Чащин промолчал. Такое самопожертвование товарища было выше всяких слов. Гущин, вздыхая, заполз под кровать и принялся собирать свои пожитки. Собрав их и сунув в чемодан черный мешок для перезарядки кассет, он жалобно попросил:

— Поедем все-таки автобусом? Как ни считай, на несколько шансов больше, что останемся живы.

— Хорошо, хорошо, поедем автобусом, — согласился Чащин.

Выйдя из гостиницы, оба, как по команде, оглянулись и посмотрели на окна второго этажа. Чащину показалось, что в заветном окне, к которому он уже успел мысленно приставить пожарную лестницу, чтобы спасти в случае беды Виолу, что-то мелькнуло: то ли девичье лицо, то ли тонкая рука с платком. Однако ничего за этим не последовало. Гущин недружелюбно сказал:

— Еще один претендент на мое счастье! Думаешь, она по тебе плачет? Как же, держи карман шире!

Тут створки окна распахнулись, и величественная фигура Трофима Семеновича показалась в проеме. Он зевнул, не спеша остановил орлиный взгляд на наших рыцарях и произнес глубоким басом:

— Отправляетесь? Ну-ну!.. Счастливого пути! Десять футов воды под киль!

Чащин ожесточенно сплюнул под ноги, а Гущин, изысканно поклонился в сторону окна, весело сказал:

— Со мной он не пропадет, Трофим Семенович!

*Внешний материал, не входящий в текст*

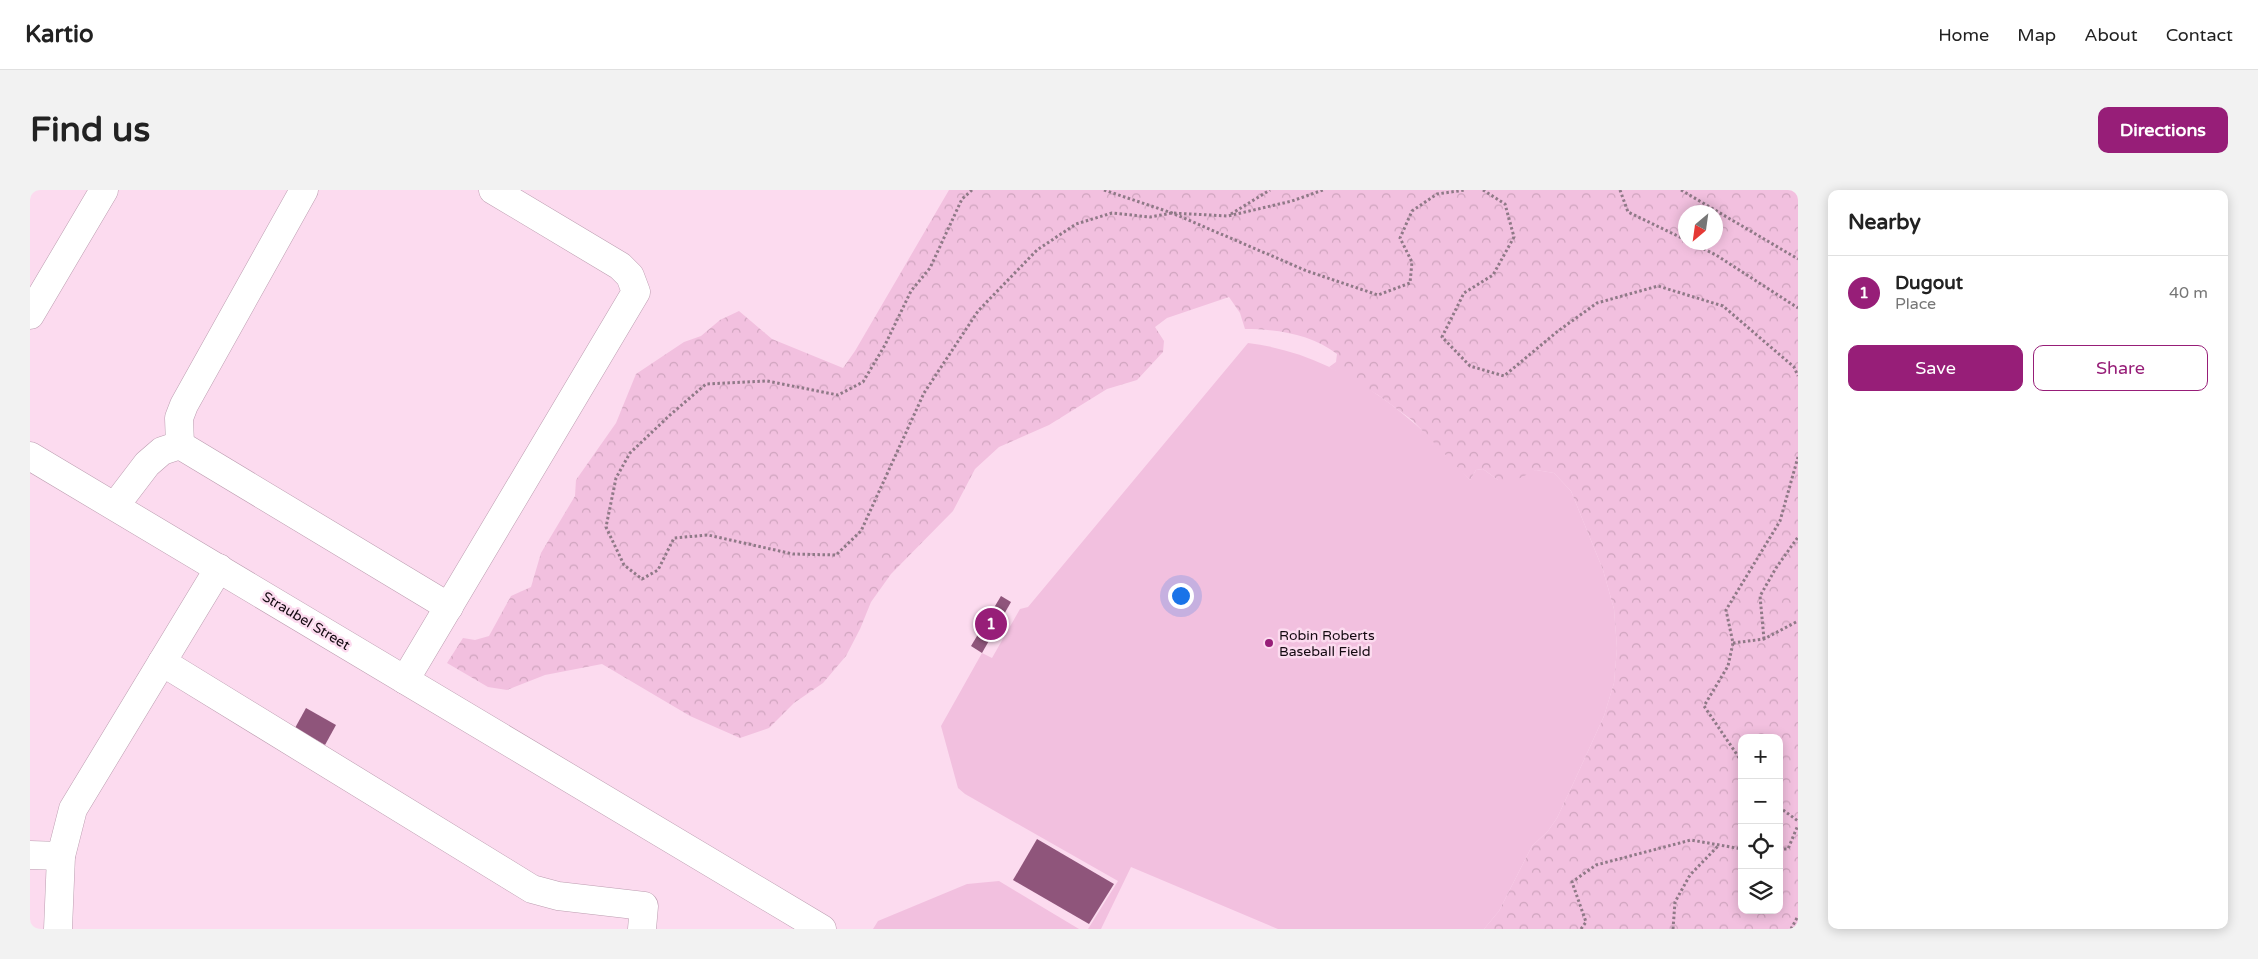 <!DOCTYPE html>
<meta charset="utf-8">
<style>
body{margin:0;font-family:"Varela Round",sans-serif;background:#f2f2f2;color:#222}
.controls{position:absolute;right:15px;bottom:15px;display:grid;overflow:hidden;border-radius:10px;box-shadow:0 2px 12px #0003}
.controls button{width:45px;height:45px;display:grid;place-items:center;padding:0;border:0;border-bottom:1px solid #e0e0e0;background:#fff;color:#222;font:25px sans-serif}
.compass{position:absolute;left:1648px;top:15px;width:45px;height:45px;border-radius:50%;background:#fff;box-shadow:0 2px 12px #0003;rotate:209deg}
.you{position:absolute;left:1150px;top:405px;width:18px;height:18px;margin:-12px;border:4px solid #fff;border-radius:50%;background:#1a73e8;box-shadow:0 0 0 8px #1a73e833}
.badge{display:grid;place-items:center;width:32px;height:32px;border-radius:50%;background:#971e78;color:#fff;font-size:16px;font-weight:700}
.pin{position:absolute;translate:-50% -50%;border:2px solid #fff;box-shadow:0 1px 5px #0006}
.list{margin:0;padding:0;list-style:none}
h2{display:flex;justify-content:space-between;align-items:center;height:65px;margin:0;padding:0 20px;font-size:21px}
h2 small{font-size:16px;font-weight:400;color:#767676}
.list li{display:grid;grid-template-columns:32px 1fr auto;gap:15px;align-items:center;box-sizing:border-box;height:75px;padding:0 20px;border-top:1px solid #e0e0e0}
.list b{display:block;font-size:19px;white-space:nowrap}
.list p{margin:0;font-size:16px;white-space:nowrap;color:#767676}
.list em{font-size:16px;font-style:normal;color:#767676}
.actions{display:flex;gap:10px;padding:15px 20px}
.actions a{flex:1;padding:11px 0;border:1px solid #971e78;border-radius:10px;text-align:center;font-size:18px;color:#971e78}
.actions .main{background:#971e78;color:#fff}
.icon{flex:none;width:28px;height:28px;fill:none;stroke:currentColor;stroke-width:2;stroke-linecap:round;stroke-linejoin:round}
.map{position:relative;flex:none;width:1768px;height:739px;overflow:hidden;border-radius:10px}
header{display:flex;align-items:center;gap:30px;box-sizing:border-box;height:70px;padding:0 25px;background:#fff;border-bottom:1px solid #e0e0e0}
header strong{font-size:24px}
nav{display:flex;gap:28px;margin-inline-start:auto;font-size:18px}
.intro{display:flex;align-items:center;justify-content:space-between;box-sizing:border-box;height:120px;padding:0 30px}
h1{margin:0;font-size:35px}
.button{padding:12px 22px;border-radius:10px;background:#971e78;color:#fff;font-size:18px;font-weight:700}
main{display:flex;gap:30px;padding:0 30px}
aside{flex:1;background:#fff;border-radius:10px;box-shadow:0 2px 12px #0003}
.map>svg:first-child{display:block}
.green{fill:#f2c0df}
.forest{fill:url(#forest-crowns);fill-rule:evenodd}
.building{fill:#8f557b}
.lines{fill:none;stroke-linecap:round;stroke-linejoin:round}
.minor-casing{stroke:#bc9db0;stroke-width:29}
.path{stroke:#8f7987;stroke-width:3;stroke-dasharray:2.5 2.5;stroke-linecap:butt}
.minor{stroke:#fff;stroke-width:28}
.poi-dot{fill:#971e78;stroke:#fcdbef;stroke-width:2}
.labels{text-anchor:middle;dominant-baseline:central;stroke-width:5;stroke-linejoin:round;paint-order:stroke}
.street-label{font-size:14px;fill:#140a11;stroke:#fcdbef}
.poi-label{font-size:14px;fill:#140a11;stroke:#fcdbef;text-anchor:start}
</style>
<header>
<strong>Kartio</strong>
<nav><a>Home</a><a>Map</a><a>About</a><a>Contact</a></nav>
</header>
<div class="intro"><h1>Find us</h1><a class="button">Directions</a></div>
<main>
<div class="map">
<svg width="1768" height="739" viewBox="0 0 1768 739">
<defs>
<pattern id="forest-crowns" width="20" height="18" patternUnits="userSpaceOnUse" patternTransform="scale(1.25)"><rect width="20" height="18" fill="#f2c0df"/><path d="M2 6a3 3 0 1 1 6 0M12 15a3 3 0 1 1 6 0" fill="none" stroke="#cfa4be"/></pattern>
</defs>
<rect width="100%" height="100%" fill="#fcdbef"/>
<g class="green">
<path d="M 1218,153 C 1308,164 1383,223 1440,290 L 1446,280 L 1453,279 L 1468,290 L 1506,280 L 1524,283 L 1541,301 L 1573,380 L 1584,419 L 1587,458 L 1584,493 L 1574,526 L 1543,594 L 1527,628 L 1518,641 L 1502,656 L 1469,721 L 1454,739 L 1248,739 L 1101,677 L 1071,739 L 1058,739 L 1088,691 L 935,604 L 928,598 L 911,536 L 952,463 L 962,468 L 990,419 L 998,417 Z"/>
<polygon points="969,691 1049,739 843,739 848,731 937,694"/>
</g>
<path class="forest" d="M 919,0 L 1768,0 L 1768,739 L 1454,739 L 1469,721 L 1502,656 L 1518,641 L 1527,628 L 1543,594 L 1574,526 L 1584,493 L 1587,458 L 1584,419 L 1573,380 L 1541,301 L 1524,283 L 1506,280 L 1482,292 L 1468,290 L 1453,279 L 1446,280 L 1440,290 L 1382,230 L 1348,205 L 1299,177 L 1306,172 L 1307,164 C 1282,144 1246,139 1215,139 L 1210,123 L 1199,107 L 1137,128 L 1125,137 L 1134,151 L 1133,162 L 1107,190 L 1077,199 L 1019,235 L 969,257 L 945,279 L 923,321 L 861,384 L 841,412 L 830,439 L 816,466 L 793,493 L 764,513 L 739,538 L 710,548 L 660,526 L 572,474 L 515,485 L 477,500 L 458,497 L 417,473 L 433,448 L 445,450 L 459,446 L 481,406 L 501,397 L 511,363 L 545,306 L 546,290 L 586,233 L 606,184 L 654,152 L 671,146 L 690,130 L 709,121 L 742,149 L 813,178 L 825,161 ZM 1656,22 L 1686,22 L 1686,52 L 1656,52 ZM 1712,548 L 1749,548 L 1749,720 L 1712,720 Z"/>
<g class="building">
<polygon points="971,406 981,412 952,463 941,456"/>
<polygon points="276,518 306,535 295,555 265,538"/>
<polygon points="1007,649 1084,694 1059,734 983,690"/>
</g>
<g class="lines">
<g class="minor-casing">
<g id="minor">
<polyline points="0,125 74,0"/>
<polyline points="150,255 149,228 154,215 274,0"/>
<polyline points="0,266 792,739"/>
<polyline points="85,316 117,274 132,261 150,255 419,417"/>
<polyline points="132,472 502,699 528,706 614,716 612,739"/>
<polyline points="375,490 606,102 600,86 590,76 463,0"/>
<polyline points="0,665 31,666"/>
<polyline points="28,739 31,666 43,619 189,378"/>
</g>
</g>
<g class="path">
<polyline points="942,0 932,9 900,78 881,101 855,155 833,192 808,205 737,191 676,194 640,225 600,263 586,288 576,337 594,375 612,389 628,380 644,348 678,345 763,364 806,365 831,341 894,203 948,121 1007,60 1046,34 1082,23 1120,27 1142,23 1198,26 1262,11 1293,0"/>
<polyline points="1074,0 1142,23 1277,81 1348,105 1380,93 1382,72 1370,48 1382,21 1407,4 1435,0"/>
<polyline points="1453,0 1475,14 1484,47 1463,85 1434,103 1412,147 1440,176 1474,186 1528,141 1567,113 1628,96 1693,116 1764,177 1768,186"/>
<polyline points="1590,0 1598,22 1656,50"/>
<polyline points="1651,0 1768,69"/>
<polyline points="1201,24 1240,0"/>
<polyline points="1660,52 1686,65 1768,118"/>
<polyline points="1734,449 1730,406 1746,378 1768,347"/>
<polyline points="1703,453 1734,449 1768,431"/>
<polyline points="1712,572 1674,516 1698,476 1703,453 1696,420 1750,331 1768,267"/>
<polyline points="1749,617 1768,631"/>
<polyline points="1749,659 1758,659 1768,635"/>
<polyline points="1551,739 1556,732 1542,692 1566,675 1661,650 1712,659"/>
<polyline points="1643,739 1645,712 1660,685 1689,655"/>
<polyline points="1761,739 1768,726"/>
</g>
<use href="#minor" class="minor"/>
</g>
<circle class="poi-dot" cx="1239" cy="453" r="5"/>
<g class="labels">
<g class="street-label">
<text transform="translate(276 431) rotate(31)">Straubel Street</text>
</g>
<g class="poi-label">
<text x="1249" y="445">Robin Roberts<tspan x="1249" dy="16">Baseball Field</tspan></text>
</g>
</g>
</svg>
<div class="controls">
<button>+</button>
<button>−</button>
<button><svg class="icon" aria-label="locate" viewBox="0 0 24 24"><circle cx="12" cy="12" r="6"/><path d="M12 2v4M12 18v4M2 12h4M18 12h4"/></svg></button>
<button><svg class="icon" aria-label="layers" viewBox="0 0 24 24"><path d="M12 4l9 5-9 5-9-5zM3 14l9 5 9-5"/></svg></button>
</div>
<svg class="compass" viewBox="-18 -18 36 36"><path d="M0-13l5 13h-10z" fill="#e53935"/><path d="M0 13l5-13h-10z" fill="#767676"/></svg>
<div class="you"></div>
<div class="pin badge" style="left:961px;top:434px">1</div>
</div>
<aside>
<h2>Nearby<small></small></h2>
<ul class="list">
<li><span class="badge">1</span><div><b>Dugout</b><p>Place</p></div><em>40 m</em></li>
</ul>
<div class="actions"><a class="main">Save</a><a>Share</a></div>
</aside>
</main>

Окно с треском захлопнулось, и лицо Гущина сразу изменилось: оно вытянулось, пожелтело, словно фоторепортера уже трепал страшный шторм.

12

В Камыш-Бурун они прибыли к обеду следующего дня. Когда Чащин выволок Михаила из машины и положил на колючую траву у дороги, из чайной, напротив которой остановился автобус, вышло человек двадцать рыбаков. Среди них были молдаване, носившие в эту страшную жару такие высокие смушковые шапки, что длинная тулья падала на спину, прокопченные греки в цветных платках на голове, украинцы в вышитых рубахах и постолах, несколько русских и два или три аджарца в чохах и мягких сапогах. Все говорили по-русски, чтобы понять друг друга.